Napels. Reni heeft hier weinig gewerkt, ten eerste omdat de plaatselijke kunstenaars hem dwarsboomden en met moord bedreigden, ten tweede omdat de traditie heel anders was dan in het noorden: kijk de Noorditaliaanse barok met zijn vergulde stucwerk aan, en de Napolitaanse met z'n bazalten tweetonskrullen. Reni's grootste werk dat hier te vinden is, een ‘Aanbidding van de herders’, bijna vijf meter hoog, heeft hij dan ook veilig in Bologna geschilderd. Het hangt in de voormalige kartuizerskerk van San Martino (die Busken Huet mooier vond dan de Sint Pieter), nu, mét het volledige klooster, een museumcomplex van meer dan honderd zalen. Voor het overzicht zijn er doorlopend zeventig gesloten.
Op afstand maakt de compositie indruk: ze is levendig, bont en in zeker opzicht gedurfd omdat het licht niet - zoals in soortgelijke altaarstukken - van lantaarntjes of uit de hemel komt, maar door het kind in de kribbe zélf wordt uitgestraald. Het effekt ervan is groots, zolang je niet dichtbij komt. De benedenpartij, die je dan goed onderscheidt, blijkt erg slordig te zijn afgewerkt, alsof de meester geen zin meer had. Misschien was dat ook wel zo. Hij was midden zestig toen hij die vele vierkante meters vol-penseelde: lichamelijk verzwakt, in zijn ongehuwde staat afhankelijk van gehuurde handen, ondanks zijn inkomsten eeuwig in geldnood en gedwongen tot gemakkelijke zelfherhaling. De vondsten kwamen nog, hij had het vak nog in zijn vingers, maar hij was zijn circuit van mooie plaatjes beu. Doordat hij echter ondanks alles een kunstenaar was, wist hij van de nood een deugd te maken en - binnen zijn genres blijvend - slordigheid tot stijlexpressie te verheffen. Zijn laatste Cleopatra's en Lucretia's (die in het Capitolijns Museum), in weinig uren tijds gemaakt, zijn verstoken van het licht, de kleur en de gladde verfijning van het vroegere werk - grigio sul grigio - en winnen erbij: de behandeling is impressionistisch, met dit voorbehoud dat de impressionisten het geziene en Reni het verbeelde weergeven. Het gebeurt echter met eenzelfde raffinement van doordachte, rake eenvoud. Dit werk was dan ook onverkoopbaar en bleef tot na de eerste wereldoorlog in de kelders: je ziet het zelden afgebeeld.

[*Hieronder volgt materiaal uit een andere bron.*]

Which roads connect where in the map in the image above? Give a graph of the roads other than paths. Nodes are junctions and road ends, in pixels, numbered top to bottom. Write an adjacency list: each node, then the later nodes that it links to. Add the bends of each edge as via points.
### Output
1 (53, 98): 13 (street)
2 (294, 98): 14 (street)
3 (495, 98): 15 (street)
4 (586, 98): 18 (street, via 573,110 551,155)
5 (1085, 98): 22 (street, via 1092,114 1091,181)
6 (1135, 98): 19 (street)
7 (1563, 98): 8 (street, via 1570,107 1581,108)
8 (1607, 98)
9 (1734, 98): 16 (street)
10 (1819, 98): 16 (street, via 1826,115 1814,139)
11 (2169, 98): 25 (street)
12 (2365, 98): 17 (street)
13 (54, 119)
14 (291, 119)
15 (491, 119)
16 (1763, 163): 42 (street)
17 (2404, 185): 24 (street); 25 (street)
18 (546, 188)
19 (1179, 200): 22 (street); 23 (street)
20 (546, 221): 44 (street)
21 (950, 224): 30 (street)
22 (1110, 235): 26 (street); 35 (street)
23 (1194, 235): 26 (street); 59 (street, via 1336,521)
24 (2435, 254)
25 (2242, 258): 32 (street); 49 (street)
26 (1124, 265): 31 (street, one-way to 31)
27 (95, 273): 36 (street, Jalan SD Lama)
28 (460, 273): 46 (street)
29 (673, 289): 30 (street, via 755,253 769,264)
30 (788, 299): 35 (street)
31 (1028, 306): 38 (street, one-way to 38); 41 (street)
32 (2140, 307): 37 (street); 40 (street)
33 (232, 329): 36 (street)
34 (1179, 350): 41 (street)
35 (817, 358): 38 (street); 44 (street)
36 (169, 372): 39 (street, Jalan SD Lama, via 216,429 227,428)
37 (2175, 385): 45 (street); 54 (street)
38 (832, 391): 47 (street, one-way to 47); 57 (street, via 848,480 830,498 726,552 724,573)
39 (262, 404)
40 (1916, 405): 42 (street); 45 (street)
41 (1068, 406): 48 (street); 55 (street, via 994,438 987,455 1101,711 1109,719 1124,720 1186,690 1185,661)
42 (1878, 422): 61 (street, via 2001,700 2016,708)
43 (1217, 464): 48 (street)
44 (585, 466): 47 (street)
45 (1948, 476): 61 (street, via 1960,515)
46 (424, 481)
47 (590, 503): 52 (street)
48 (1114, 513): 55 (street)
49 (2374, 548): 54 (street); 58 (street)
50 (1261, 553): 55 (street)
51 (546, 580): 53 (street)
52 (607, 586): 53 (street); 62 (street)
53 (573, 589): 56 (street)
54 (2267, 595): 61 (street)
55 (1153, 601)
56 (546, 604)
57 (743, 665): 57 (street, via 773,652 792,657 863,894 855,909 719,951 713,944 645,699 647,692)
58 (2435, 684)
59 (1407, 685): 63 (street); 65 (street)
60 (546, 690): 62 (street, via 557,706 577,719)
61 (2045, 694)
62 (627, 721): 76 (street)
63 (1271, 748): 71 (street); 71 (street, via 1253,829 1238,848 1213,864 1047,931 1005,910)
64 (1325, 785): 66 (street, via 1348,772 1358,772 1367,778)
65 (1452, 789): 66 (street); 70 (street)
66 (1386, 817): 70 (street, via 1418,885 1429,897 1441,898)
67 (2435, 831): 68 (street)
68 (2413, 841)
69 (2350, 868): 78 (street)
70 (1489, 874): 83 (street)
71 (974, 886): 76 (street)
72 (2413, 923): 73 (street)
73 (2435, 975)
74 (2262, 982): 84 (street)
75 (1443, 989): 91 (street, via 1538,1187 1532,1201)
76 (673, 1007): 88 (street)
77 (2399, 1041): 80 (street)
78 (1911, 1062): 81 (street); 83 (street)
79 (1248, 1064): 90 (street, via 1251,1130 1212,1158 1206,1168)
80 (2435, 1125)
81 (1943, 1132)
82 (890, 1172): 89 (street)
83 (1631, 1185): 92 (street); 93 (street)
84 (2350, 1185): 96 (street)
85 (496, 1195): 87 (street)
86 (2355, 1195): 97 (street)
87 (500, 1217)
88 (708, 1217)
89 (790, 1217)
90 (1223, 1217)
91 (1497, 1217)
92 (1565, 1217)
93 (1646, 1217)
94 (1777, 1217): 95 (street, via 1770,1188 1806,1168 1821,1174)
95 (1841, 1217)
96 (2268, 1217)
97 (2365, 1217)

Door speelschulden gedwongen, nam Reni nog een altaarstuk voor de kerk in Cremona aan en, werkend aan de laatste figuur, een slapende soldaat in harnas, sliep hij zelf in: de dood in 't harnas.
| |
| |
| |
Bij de afbeeldingen
1. Guido Reni (1575-1642): Beatrice Cenci, 1599. Er wordt sinds mensenheugenis over gebakkeleid of dit werk van Reni is en inderdaad Beatrice voorstelt, maar althans het eerste wordt momenteel weer aannemelijk geacht.
2. Altaarstukken moesten soms de onmogelijkste formaten hebben en aan gecompliceerde eisen inzake de voorstelling voldoen. De compositie van dit werk (700 bij 340 cm) voor een kerk in Bologna is een technisch meesterstuk.
3. Reni's Ecce Homo bestaat in vele varianten; ik koos een crayon-versie uit Bologna. In Nederland bezit het Rijksmuseum een Ecce Homo in olieverf.
4. 5, 6, 7. Het standaardrepertoire met Europa, Cleopatra, Lucretia en Johannes de Doper. Meestal gebruikte Reni zijn huisbediende als model voor de nuances van kin en hals, voor het overige had hij aan zijn ervaring genoeg.
8. Sint Sebastiaan, omstreeks 1610, Capitolijns Museum, Rome; vrijwel identieke exemplaren in Genua, Voltaggio, Perelada (Spanje) en Providence (VS).
9. Sint Sebastiaan, circa 1641, Pinacoteca Nazionale, Bologna.
10. De ontvoering van Helena (Louvre) en portret van kardinaal Spada (Galleria Spada): er moet op gewezen worden dat men, met de kleur, het mooiste mist.